In the original opinion, we stated in effect that appellee was not permitted to charge and collect for its service in Farmersville any other, either higher or lower, rates than those fixed by the ordinance. This statement is broader than should have been made, as the ordinance authorizes the collection of higher but not lower rates than the minimum prescribed; therefore the opinion will be corrected, to conform to the idea that, while appellee may charge higher, it is not permitted to charge lower, rates than the minimum fixed by the ordinance adopted by the governing body of appellant.
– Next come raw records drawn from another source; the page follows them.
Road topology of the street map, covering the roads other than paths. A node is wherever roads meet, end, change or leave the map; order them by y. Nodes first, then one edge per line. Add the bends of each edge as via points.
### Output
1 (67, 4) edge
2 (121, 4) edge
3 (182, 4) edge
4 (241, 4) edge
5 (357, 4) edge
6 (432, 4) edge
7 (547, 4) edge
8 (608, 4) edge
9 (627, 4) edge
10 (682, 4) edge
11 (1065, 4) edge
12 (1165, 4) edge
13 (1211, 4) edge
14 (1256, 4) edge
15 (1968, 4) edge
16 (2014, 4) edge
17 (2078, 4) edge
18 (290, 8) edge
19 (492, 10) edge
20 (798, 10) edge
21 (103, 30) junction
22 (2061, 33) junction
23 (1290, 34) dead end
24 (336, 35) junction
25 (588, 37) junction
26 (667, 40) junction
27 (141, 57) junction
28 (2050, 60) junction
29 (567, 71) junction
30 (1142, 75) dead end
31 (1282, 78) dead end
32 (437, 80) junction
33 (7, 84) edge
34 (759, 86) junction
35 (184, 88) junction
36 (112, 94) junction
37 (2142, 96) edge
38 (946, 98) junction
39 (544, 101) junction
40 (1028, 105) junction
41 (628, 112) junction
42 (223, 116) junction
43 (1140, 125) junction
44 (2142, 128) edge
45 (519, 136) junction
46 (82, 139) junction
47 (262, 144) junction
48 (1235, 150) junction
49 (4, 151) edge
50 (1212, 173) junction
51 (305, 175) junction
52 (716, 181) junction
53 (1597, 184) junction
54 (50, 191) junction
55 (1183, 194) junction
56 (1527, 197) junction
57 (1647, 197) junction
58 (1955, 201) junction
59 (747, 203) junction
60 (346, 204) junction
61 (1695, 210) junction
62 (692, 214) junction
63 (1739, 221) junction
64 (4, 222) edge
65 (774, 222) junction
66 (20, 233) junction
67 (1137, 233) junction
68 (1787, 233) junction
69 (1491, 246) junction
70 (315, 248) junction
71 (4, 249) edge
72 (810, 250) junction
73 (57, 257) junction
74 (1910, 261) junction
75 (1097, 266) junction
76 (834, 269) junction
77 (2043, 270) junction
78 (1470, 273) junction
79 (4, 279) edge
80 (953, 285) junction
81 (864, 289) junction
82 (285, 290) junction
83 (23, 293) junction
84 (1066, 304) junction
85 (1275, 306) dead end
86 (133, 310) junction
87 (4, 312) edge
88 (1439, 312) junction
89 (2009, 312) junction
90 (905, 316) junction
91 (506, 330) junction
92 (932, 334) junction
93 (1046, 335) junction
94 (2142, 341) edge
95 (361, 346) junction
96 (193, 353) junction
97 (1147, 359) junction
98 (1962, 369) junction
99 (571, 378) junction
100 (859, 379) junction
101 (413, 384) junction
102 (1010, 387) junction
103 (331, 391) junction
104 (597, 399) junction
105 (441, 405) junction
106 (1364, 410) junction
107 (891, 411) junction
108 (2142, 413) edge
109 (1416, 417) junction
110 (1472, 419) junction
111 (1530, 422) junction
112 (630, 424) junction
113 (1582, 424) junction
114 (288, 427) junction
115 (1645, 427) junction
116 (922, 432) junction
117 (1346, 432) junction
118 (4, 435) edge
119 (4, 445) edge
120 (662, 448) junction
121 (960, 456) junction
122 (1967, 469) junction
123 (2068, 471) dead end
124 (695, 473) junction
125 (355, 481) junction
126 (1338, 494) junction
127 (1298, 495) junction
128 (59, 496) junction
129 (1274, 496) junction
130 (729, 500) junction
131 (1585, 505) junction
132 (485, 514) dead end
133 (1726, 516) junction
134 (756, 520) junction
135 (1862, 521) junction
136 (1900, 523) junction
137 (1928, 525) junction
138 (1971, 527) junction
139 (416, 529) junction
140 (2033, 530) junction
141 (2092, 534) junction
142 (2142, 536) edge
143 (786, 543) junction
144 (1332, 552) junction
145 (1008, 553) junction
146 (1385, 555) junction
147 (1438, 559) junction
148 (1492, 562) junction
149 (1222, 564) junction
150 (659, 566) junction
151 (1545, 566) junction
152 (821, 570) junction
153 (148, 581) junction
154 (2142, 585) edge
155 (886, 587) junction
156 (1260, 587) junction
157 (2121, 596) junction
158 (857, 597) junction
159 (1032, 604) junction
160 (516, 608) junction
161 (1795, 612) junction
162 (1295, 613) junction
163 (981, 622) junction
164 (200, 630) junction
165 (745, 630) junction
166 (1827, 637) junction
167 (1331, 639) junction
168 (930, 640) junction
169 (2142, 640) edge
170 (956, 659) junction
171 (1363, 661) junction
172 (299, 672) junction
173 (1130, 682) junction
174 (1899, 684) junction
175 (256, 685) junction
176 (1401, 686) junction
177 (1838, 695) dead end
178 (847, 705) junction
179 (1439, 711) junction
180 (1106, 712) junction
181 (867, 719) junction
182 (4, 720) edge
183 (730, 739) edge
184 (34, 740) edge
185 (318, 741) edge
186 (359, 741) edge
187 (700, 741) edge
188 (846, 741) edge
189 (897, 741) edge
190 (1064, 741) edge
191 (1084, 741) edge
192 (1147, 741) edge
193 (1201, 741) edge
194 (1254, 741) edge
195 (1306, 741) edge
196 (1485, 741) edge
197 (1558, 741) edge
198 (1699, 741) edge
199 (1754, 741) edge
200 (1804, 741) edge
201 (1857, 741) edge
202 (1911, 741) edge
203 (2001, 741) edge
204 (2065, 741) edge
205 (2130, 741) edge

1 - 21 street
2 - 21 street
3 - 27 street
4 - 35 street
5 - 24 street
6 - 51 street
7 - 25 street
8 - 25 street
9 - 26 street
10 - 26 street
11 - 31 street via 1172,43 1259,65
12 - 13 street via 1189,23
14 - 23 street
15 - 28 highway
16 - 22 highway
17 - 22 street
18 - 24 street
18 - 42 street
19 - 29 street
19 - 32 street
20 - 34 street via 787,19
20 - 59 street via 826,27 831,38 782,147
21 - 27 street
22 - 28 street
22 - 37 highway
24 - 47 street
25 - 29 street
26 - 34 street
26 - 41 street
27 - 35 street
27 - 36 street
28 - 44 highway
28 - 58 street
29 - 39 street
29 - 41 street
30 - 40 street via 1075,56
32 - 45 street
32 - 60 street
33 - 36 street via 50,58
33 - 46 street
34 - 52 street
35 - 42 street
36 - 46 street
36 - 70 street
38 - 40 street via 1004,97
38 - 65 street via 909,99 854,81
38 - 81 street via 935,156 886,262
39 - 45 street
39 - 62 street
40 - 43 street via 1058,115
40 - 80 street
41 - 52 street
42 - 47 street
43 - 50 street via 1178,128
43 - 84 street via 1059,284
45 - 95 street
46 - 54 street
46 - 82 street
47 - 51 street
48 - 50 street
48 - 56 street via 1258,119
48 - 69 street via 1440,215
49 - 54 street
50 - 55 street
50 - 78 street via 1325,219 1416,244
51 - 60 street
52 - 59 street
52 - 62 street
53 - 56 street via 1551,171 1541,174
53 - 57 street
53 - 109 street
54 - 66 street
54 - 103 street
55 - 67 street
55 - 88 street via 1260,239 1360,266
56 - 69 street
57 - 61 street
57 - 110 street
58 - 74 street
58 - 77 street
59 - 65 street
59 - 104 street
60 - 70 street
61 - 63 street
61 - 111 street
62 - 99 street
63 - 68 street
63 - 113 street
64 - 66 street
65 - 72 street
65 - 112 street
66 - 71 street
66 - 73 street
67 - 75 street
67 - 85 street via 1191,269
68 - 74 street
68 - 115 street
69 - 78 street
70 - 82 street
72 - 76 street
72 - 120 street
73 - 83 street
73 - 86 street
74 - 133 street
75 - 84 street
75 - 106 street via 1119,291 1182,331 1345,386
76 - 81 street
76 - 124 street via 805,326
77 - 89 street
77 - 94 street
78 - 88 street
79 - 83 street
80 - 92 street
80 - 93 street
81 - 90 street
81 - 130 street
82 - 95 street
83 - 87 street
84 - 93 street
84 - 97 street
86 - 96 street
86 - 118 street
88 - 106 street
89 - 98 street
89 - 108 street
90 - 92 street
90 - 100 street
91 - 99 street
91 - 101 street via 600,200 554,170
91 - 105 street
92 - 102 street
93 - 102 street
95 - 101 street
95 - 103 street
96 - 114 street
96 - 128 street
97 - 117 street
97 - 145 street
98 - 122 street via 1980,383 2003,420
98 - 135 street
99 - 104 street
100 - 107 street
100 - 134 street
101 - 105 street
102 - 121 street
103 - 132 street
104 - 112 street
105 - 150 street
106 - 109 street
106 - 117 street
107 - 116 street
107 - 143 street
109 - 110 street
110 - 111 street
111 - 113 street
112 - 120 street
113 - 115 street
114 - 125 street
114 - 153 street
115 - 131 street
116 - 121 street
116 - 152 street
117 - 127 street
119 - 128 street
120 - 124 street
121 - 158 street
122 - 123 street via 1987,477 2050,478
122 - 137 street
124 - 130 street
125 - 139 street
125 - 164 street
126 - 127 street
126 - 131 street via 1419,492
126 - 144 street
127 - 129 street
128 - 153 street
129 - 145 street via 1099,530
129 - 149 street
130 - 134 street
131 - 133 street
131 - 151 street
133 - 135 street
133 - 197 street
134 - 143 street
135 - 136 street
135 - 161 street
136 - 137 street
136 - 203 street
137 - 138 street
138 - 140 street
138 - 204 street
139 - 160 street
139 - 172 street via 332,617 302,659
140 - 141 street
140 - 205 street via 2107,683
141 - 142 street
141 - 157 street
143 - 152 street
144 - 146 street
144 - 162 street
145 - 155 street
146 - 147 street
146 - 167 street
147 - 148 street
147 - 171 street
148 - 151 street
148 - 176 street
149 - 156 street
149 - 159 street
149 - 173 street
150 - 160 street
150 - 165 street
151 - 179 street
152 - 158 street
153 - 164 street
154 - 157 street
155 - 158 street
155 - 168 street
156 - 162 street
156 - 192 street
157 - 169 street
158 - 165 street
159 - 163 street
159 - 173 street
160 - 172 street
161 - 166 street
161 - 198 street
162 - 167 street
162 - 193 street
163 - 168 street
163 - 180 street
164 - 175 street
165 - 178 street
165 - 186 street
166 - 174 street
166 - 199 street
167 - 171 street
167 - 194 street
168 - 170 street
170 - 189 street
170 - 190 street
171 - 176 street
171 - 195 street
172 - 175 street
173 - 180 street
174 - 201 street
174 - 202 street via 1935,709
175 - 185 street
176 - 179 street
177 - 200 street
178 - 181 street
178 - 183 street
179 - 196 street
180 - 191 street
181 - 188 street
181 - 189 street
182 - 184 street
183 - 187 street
In an addendum to its motion for rehearing, appellee requests additional findings in keeping with and embracing the facts found by the trial court, in paragraphs 7 and 11 of its findings. While we do not deem these material, yet appellee does and is entitled to same, as follows: "(7) The public square of the City of Farmersville is 99 feet wide by 400 feet long, with business houses, approximately forty, located around same and upon streets, leading in various directions therefrom. Upon the commencement of operations of the municipal plant the city agreed with the owners of business houses that if they would pay for and install 25 watt globes along under the awnings in front of their places of business from a foot eighteen inches back from the front of the awning and wire the same, that the city would furnish these customers with free electricity to light up the lights under the awnings, if they would become customers of the city's municipal plant, and various business men availed themselves of this opportunity, until at this time there are between fifty and sixty business customers of the city plant enjoying the privilege, while the power company had only six or seven business customers, but free current was not and is not furnished now to the business houses who are customers of the power company." "(11) That the municipal plant, since shortly after it commenced operations, has had two hundred and seventy-five (275) customers, or more, and their income has been sufficient to pay all operating expenses, and produce a net income of more than sufficient to pay off and discharge the monthly payments due upon the purchase price of the municipal plant, and some payments have been paid prior to their due date. That the power company has had approximately 285 customers and their income has been sufficient to pay their operating expenses and create some small surplus."
After due consideration, the motion of appellee for rehearing is overruled, and its request for additional findings is granted.